## Directions for this task
When you reproduce the listing, keep every word as it is and drop the pictures.

## Supplied entries
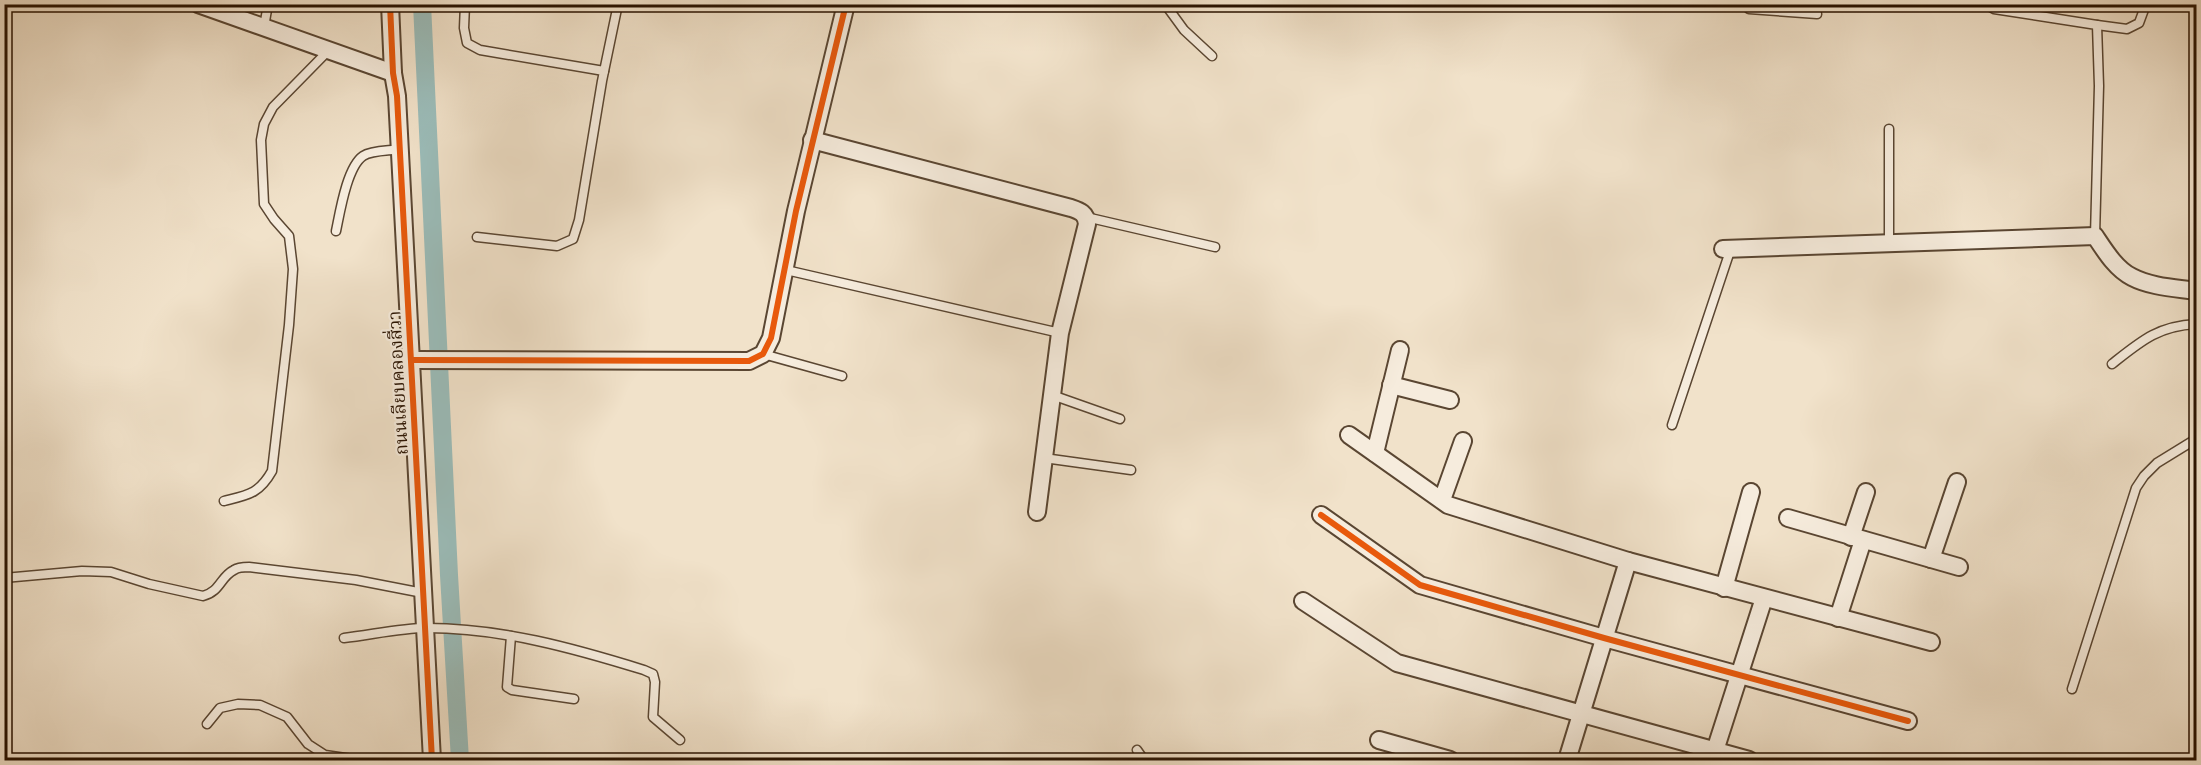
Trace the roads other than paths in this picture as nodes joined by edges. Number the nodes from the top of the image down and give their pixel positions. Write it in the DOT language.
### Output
graph roads {
  1 [pos="15,4"];
  2 [pos="198,4"];
  3 [pos="268,4"];
  4 [pos="390,4"];
  5 [pos="465,4"];
  6 [pos="618,4"];
  7 [pos="846,4"];
  8 [pos="1164,4"];
  9 [pos="1744,4"];
  10 [pos="1985,4"];
  11 [pos="2146,4"];
  12 [pos="4,11"];
  13 [pos="1817,14"];
  14 [pos="2097,25"];
  15 [pos="264,27"];
  16 [pos="328,50"];
  17 [pos="1212,56"];
  18 [pos="604,71"];
  19 [pos="393,73"];
  20 [pos="1889,129"];
  21 [pos="812,140"];
  22 [pos="400,149"];
  23 [pos="1086,217"];
  24 [pos="336,231"];
  25 [pos="2094,236"];
  26 [pos="477,237"];
  27 [pos="1889,243"];
  28 [pos="1215,247"];
  29 [pos="1727,248"];
  30 [pos="786,270"];
  31 [pos="2196,291"];
  32 [pos="2196,324"];
  33 [pos="1060,333"];
  34 [pos="1400,350"];
  35 [pos="764,354"];
  36 [pos="412,360"];
  37 [pos="2112,364"];
  38 [pos="842,375"];
  39 [pos="1391,386"];
  40 [pos="1052,395"];
  41 [pos="1450,400"];
  42 [pos="1120,419"];
  43 [pos="1672,425"];
  44 [pos="1349,435"];
  45 [pos="2196,440"];
  46 [pos="1463,441"];
  47 [pos="1375,453"];
  48 [pos="1044,458"];
  49 [pos="1131,470"];
  50 [pos="1957,482"];
  51 [pos="1751,492"];
  52 [pos="1866,492"];
  53 [pos="1442,500"];
  54 [pos="224,501"];
  55 [pos="1037,512"];
  56 [pos="1321,515"];
  57 [pos="1788,518"];
  58 [pos="1857,539"];
  59 [pos="1931,560"];
  60 [pos="1628,561"];
  61 [pos="1959,567"];
  62 [pos="4,578"];
  63 [pos="1724,588"];
  64 [pos="423,593"];
  65 [pos="1764,598"];
  66 [pos="1303,601"];
  67 [pos="1838,618"];
  68 [pos="425,628"];
  69 [pos="511,636"];
  70 [pos="344,638"];
  71 [pos="1604,638"];
  72 [pos="1931,642"];
  73 [pos="1739,675"];
  74 [pos="2072,689"];
  75 [pos="574,699"];
  76 [pos="1581,714"];
  77 [pos="1908,721"];
  78 [pos="207,724"];
  79 [pos="680,740"];
  80 [pos="1379,740"];
  81 [pos="1137,750"];
  82 [pos="1713,756"];
  83 [pos="359,760"];
  84 [pos="432,760"];
  85 [pos="1144,760"];
  86 [pos="1450,760"];
  87 [pos="1567,760"];
  88 [pos="1749,760"];
  1 -- 12 [label="lane"];
  2 -- 15 [label="street"];
  3 -- 15 [label="lane"];
  4 -- 19 [label="street, ถนนเลียบคลองสี่วา"];
  5 -- 18 [label="lane"];
  6 -- 18 [label="lane"];
  7 -- 21 [label="street"];
  8 -- 17 [label="lane"];
  9 -- 13 [label="lane"];
  10 -- 14 [label="lane"];
  11 -- 14 [label="lane"];
  14 -- 25 [label="lane"];
  15 -- 16 [label="street"];
  16 -- 19 [label="street"];
  16 -- 54 [label="lane"];
  18 -- 26 [label="lane"];
  19 -- 22 [label="street, ถนนเลียบคลองสี่วา"];
  20 -- 27 [label="lane"];
  21 -- 23 [label="street"];
  21 -- 30 [label="street"];
  22 -- 24 [label="lane"];
  22 -- 36 [label="street, ถนนเลียบคลองสี่วา"];
  23 -- 28 [label="lane"];
  23 -- 33 [label="street"];
  25 -- 27 [label="street"];
  25 -- 31 [label="street"];
  27 -- 29 [label="street"];
  29 -- 43 [label="lane"];
  30 -- 33 [label="lane"];
  30 -- 35 [label="street"];
  32 -- 37 [label="lane"];
  33 -- 40 [label="street"];
  34 -- 39 [label="street"];
  35 -- 36 [label="street"];
  35 -- 38 [label="lane"];
  36 -- 64 [label="street, ถนนเลียบคลองสี่วา"];
  39 -- 41 [label="street"];
  39 -- 47 [label="street"];
  40 -- 42 [label="lane"];
  40 -- 48 [label="street"];
  44 -- 47 [label="street"];
  45 -- 74 [label="lane"];
  46 -- 53 [label="street"];
  47 -- 53 [label="street"];
  48 -- 49 [label="lane"];
  48 -- 55 [label="street"];
  50 -- 59 [label="street"];
  51 -- 63 [label="street"];
  52 -- 58 [label="street"];
  53 -- 60 [label="street"];
  56 -- 71 [label="street"];
  57 -- 58 [label="street"];
  58 -- 59 [label="street"];
  58 -- 67 [label="street"];
  59 -- 61 [label="street"];
  60 -- 63 [label="street"];
  60 -- 71 [label="street"];
  62 -- 64 [label="lane"];
  63 -- 65 [label="street"];
  64 -- 68 [label="street, ถนนเลียบคลองสี่วา"];
  65 -- 67 [label="street"];
  65 -- 73 [label="street"];
  66 -- 76 [label="street"];
  67 -- 72 [label="street"];
  68 -- 69 [label="lane"];
  68 -- 70 [label="lane"];
  68 -- 84 [label="street, ถนนเลียบคลองสี่วา"];
  69 -- 75 [label="lane"];
  69 -- 79 [label="lane"];
  71 -- 73 [label="street"];
  71 -- 76 [label="street"];
  73 -- 77 [label="street"];
  73 -- 82 [label="street"];
  76 -- 82 [label="street"];
  76 -- 87 [label="street"];
  78 -- 83 [label="lane"];
  80 -- 86 [label="street"];
  81 -- 85 [label="lane"];
  82 -- 88 [label="street"];
}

## Expected answer
Trace the roads other than paths in this picture as nodes joined by edges. Number the nodes from the top of the image down and give their pixel positions. Write it in the DOT language.
### Output
graph roads {
  1 [pos="15,4"];
  2 [pos="198,4"];
  3 [pos="268,4"];
  4 [pos="390,4"];
  5 [pos="465,4"];
  6 [pos="618,4"];
  7 [pos="846,4"];
  8 [pos="1164,4"];
  9 [pos="1744,4"];
  10 [pos="1985,4"];
  11 [pos="2146,4"];
  12 [pos="4,11"];
  13 [pos="1817,14"];
  14 [pos="2097,25"];
  15 [pos="264,27"];
  16 [pos="328,50"];
  17 [pos="1212,56"];
  18 [pos="604,71"];
  19 [pos="393,73"];
  20 [pos="1889,129"];
  21 [pos="812,140"];
  22 [pos="400,149"];
  23 [pos="1086,217"];
  24 [pos="336,231"];
  25 [pos="2094,236"];
  26 [pos="477,237"];
  27 [pos="1889,243"];
  28 [pos="1215,247"];
  29 [pos="1727,248"];
  30 [pos="786,270"];
  31 [pos="2196,291"];
  32 [pos="2196,324"];
  33 [pos="1060,333"];
  34 [pos="1400,350"];
  35 [pos="764,354"];
  36 [pos="412,360"];
  37 [pos="2112,364"];
  38 [pos="842,375"];
  39 [pos="1391,386"];
  40 [pos="1052,395"];
  41 [pos="1450,400"];
  42 [pos="1120,419"];
  43 [pos="1672,425"];
  44 [pos="1349,435"];
  45 [pos="2196,440"];
  46 [pos="1463,441"];
  47 [pos="1375,453"];
  48 [pos="1044,458"];
  49 [pos="1131,470"];
  50 [pos="1957,482"];
  51 [pos="1751,492"];
  52 [pos="1866,492"];
  53 [pos="1442,500"];
  54 [pos="224,501"];
  55 [pos="1037,512"];
  56 [pos="1321,515"];
  57 [pos="1788,518"];
  58 [pos="1857,539"];
  59 [pos="1931,560"];
  60 [pos="1628,561"];
  61 [pos="1959,567"];
  62 [pos="4,578"];
  63 [pos="1724,588"];
  64 [pos="423,593"];
  65 [pos="1764,598"];
  66 [pos="1303,601"];
  67 [pos="1838,618"];
  68 [pos="425,628"];
  69 [pos="511,636"];
  70 [pos="344,638"];
  71 [pos="1604,638"];
  72 [pos="1931,642"];
  73 [pos="1739,675"];
  74 [pos="2072,689"];
  75 [pos="574,699"];
  76 [pos="1581,714"];
  77 [pos="1908,721"];
  78 [pos="207,724"];
  79 [pos="680,740"];
  80 [pos="1379,740"];
  81 [pos="1137,750"];
  82 [pos="1713,756"];
  83 [pos="359,760"];
  84 [pos="432,760"];
  85 [pos="1144,760"];
  86 [pos="1450,760"];
  87 [pos="1567,760"];
  88 [pos="1749,760"];
  1 -- 12 [label="lane"];
  2 -- 15 [label="street"];
  3 -- 15 [label="lane"];
  4 -- 19 [label="street, ถนนเลียบคลองสี่วา"];
  5 -- 18 [label="lane"];
  6 -- 18 [label="lane"];
  7 -- 21 [label="street"];
  8 -- 17 [label="lane"];
  9 -- 13 [label="lane"];
  10 -- 14 [label="lane"];
  11 -- 14 [label="lane"];
  14 -- 25 [label="lane"];
  15 -- 16 [label="street"];
  16 -- 19 [label="street"];
  16 -- 54 [label="lane"];
  18 -- 26 [label="lane"];
  19 -- 22 [label="street, ถนนเลียบคลองสี่วา"];
  20 -- 27 [label="lane"];
  21 -- 23 [label="street"];
  21 -- 30 [label="street"];
  22 -- 24 [label="lane"];
  22 -- 36 [label="street, ถนนเลียบคลองสี่วา"];
  23 -- 28 [label="lane"];
  23 -- 33 [label="street"];
  25 -- 27 [label="street"];
  25 -- 31 [label="street"];
  27 -- 29 [label="street"];
  29 -- 43 [label="lane"];
  30 -- 33 [label="lane"];
  30 -- 35 [label="street"];
  32 -- 37 [label="lane"];
  33 -- 40 [label="street"];
  34 -- 39 [label="street"];
  35 -- 36 [label="street"];
  35 -- 38 [label="lane"];
  36 -- 64 [label="street, ถนนเลียบคลองสี่วา"];
  39 -- 41 [label="street"];
  39 -- 47 [label="street"];
  40 -- 42 [label="lane"];
  40 -- 48 [label="street"];
  44 -- 47 [label="street"];
  45 -- 74 [label="lane"];
  46 -- 53 [label="street"];
  47 -- 53 [label="street"];
  48 -- 49 [label="lane"];
  48 -- 55 [label="street"];
  50 -- 59 [label="street"];
  51 -- 63 [label="street"];
  52 -- 58 [label="street"];
  53 -- 60 [label="street"];
  56 -- 71 [label="street"];
  57 -- 58 [label="street"];
  58 -- 59 [label="street"];
  58 -- 67 [label="street"];
  59 -- 61 [label="street"];
  60 -- 63 [label="street"];
  60 -- 71 [label="street"];
  62 -- 64 [label="lane"];
  63 -- 65 [label="street"];
  64 -- 68 [label="street, ถนนเลียบคลองสี่วา"];
  65 -- 67 [label="street"];
  65 -- 73 [label="street"];
  66 -- 76 [label="street"];
  67 -- 72 [label="street"];
  68 -- 69 [label="lane"];
  68 -- 70 [label="lane"];
  68 -- 84 [label="street, ถนนเลียบคลองสี่วา"];
  69 -- 75 [label="lane"];
  69 -- 79 [label="lane"];
  71 -- 73 [label="street"];
  71 -- 76 [label="street"];
  73 -- 77 [label="street"];
  73 -- 82 [label="street"];
  76 -- 82 [label="street"];
  76 -- 87 [label="street"];
  78 -- 83 [label="lane"];
  80 -- 86 [label="street"];
  81 -- 85 [label="lane"];
  82 -- 88 [label="street"];
}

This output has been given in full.